In the case of Green v. McDowell, 210 Mo. 517, 242 S.W. 168, it was held:
"A marriage in Tennessee, within six months of a decree of divorce rendered in Oklahoma, was valid, though marriage could not be had within such time in Oklahoma."
To the same effect is the case of Bauer v. Abrahams,73 Colo. 509, 216 P. 259, construing the effect of a Kansas decree of divorce prohibiting remarriage within 6 months, wherein the court held that marriage in New Mexico a few days after the Kansas decree was entered was valid; that the prohibition against marriage within the 6-months period had no extraterritorial effect.
So we conclude that the defendant, at the time of the abduction, could have entered into a marriage in Texas, and there is evidence in the record supporting his alleged purpose to do so. Further, there is nothing in the statute indicating that the purpose of marrying must be immediately followed by a marriage. The purpose to marry might relate to some indefinite future time. It may be *Page 327 that the defendant intended to keep this girl with his parents in Texas until the expiration of the 6 months, or until she became of marriageable age. The record shows that she might resume her school work in Texas, and there is nothing in the record indicating that the defendant intended in the meantime to live with her in a state of concubinage, unless such fact may be inferred from his moral delinquencies generally.
The girl, who testified for the state, said that prior to leaving she and the defendant frequently talked of marriage some time in the future; that the defendant contemplated marriage is shown by the fact that he procured two marriage licenses, one in Kansas and one in Missouri, and that he was so anxious about it that in both cases, to procure the licenses, he committed perjury. His written communications to the girl's parents indicated that he contemplated marriage. The defendant himself testified that he intended to marry the girl. Where? Presumably in Texas, whither they fled and where he told the girl they would make their home.
The instructions requested, to the effect that, if the evidence showed that the defendant could not legally enter into the marriage relation, he should be acquitted, were properly denied.
If the deduction that the defendant could have entered into a legal marriage in Texas is faulty, this defendant might still be amenable to the penalties of this statute, assuming that the marriage contemplated would in fact have been illegal. Our statute on bigamy makes it a felony for a married person, while that relation exists, to marry another. Manifestly, the second marriage would be an illegal one, but that does not prevent the operation of the statute. The statutes defining both the crime of bigamy and the crime of abduction are designed to preserve the sanctity of domestic relations, and just why, to invoke the respective *Page 328 penalties prescribed, the marriage contemplated in the abduction case must be a legal one and in a bigamy case an illegal one is hard to understand.

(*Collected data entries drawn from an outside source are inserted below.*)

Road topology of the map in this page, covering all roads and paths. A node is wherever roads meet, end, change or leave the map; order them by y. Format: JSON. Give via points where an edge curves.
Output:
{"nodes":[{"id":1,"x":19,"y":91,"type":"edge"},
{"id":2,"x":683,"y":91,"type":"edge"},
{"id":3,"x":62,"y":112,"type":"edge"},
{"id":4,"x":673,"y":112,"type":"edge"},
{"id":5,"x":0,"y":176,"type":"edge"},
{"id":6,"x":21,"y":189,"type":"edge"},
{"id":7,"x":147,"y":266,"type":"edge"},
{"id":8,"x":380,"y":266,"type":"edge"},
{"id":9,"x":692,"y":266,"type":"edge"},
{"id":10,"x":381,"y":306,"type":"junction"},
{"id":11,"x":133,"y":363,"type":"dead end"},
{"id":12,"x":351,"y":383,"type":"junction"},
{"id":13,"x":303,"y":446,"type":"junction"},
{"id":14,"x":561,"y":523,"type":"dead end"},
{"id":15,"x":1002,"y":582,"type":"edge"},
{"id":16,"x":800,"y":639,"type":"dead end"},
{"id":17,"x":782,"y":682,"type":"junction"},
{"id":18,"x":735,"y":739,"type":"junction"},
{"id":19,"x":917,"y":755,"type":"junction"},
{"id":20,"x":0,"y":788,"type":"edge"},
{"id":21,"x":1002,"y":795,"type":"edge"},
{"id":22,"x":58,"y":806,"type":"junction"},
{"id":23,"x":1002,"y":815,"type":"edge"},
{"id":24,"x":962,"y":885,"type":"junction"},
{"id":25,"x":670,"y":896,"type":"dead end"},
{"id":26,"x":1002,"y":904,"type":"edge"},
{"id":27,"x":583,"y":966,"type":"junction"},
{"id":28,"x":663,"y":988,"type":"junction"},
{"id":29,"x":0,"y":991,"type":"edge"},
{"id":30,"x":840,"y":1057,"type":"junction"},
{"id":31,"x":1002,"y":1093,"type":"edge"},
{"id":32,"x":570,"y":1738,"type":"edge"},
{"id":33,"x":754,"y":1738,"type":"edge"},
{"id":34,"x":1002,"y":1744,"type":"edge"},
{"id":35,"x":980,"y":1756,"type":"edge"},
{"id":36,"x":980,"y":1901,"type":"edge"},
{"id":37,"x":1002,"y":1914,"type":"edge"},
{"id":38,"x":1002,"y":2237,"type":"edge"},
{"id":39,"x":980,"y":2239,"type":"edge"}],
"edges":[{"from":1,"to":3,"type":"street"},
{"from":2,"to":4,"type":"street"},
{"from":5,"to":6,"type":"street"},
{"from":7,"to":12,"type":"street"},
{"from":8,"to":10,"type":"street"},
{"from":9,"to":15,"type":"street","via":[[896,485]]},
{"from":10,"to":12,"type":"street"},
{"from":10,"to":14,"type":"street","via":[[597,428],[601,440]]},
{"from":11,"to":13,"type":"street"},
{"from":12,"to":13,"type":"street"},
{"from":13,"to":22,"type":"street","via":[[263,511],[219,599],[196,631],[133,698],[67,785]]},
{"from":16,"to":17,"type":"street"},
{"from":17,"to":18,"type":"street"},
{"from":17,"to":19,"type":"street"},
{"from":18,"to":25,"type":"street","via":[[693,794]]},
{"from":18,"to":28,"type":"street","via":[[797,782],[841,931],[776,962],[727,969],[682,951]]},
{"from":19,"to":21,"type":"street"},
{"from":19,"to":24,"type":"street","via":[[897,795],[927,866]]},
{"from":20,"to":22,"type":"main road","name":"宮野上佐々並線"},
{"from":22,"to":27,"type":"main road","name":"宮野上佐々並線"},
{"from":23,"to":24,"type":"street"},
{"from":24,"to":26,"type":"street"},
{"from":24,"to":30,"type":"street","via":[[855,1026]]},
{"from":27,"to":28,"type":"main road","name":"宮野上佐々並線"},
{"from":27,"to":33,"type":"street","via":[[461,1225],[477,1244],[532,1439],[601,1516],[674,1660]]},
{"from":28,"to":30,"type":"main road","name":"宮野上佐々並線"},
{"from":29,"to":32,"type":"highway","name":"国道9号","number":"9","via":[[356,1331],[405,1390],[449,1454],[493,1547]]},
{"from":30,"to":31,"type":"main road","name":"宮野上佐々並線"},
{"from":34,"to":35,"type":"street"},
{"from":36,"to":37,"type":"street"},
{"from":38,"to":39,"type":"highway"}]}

In the case of People v. Cerami, 101 A.D. 366, 91 N.Y.S. 1027, it was said:
"On a prosecution, under Pen. Code, § 282, subd. 1, for the abduction of a female under 18 for the purpose of marriage, evidence to show that defendant was married to another woman at the time of the offense is inadmissible."
To the contrary, see U.S. v. Zes Cloya (D.C.) 35 F. 493.
We pass now to defendant's second claim that the defendant and this girl had entered into a common-law marriage a few days prior to their secret flight to Texas. On this feature of the case the record shows that Georgia Fields and two other girls, at a public entertainment at the church on Thursday night preceding this flight on Monday, had gone to a well near by to get a drink of water; that the defendant joined them with a dipper; that the two other girls drank and returned to the church; and that the defendant called Georgia aside, and there, acting as a Christian minister authorized to solemnize marriages, assumed to perform a marriage ceremony between himself and the girl, thus:
"I told her that we would have to go through the ceremony, which we did. And she pledged to take J.E. Yeats to be her wedded husband, and I promised to take Georgia L. Fields as my wedded wife. She concluded the avowal in the name of the Father, the Son, and the Holy Ghost, Amen, and she said it together with me, and we parted hands and she came back to the house."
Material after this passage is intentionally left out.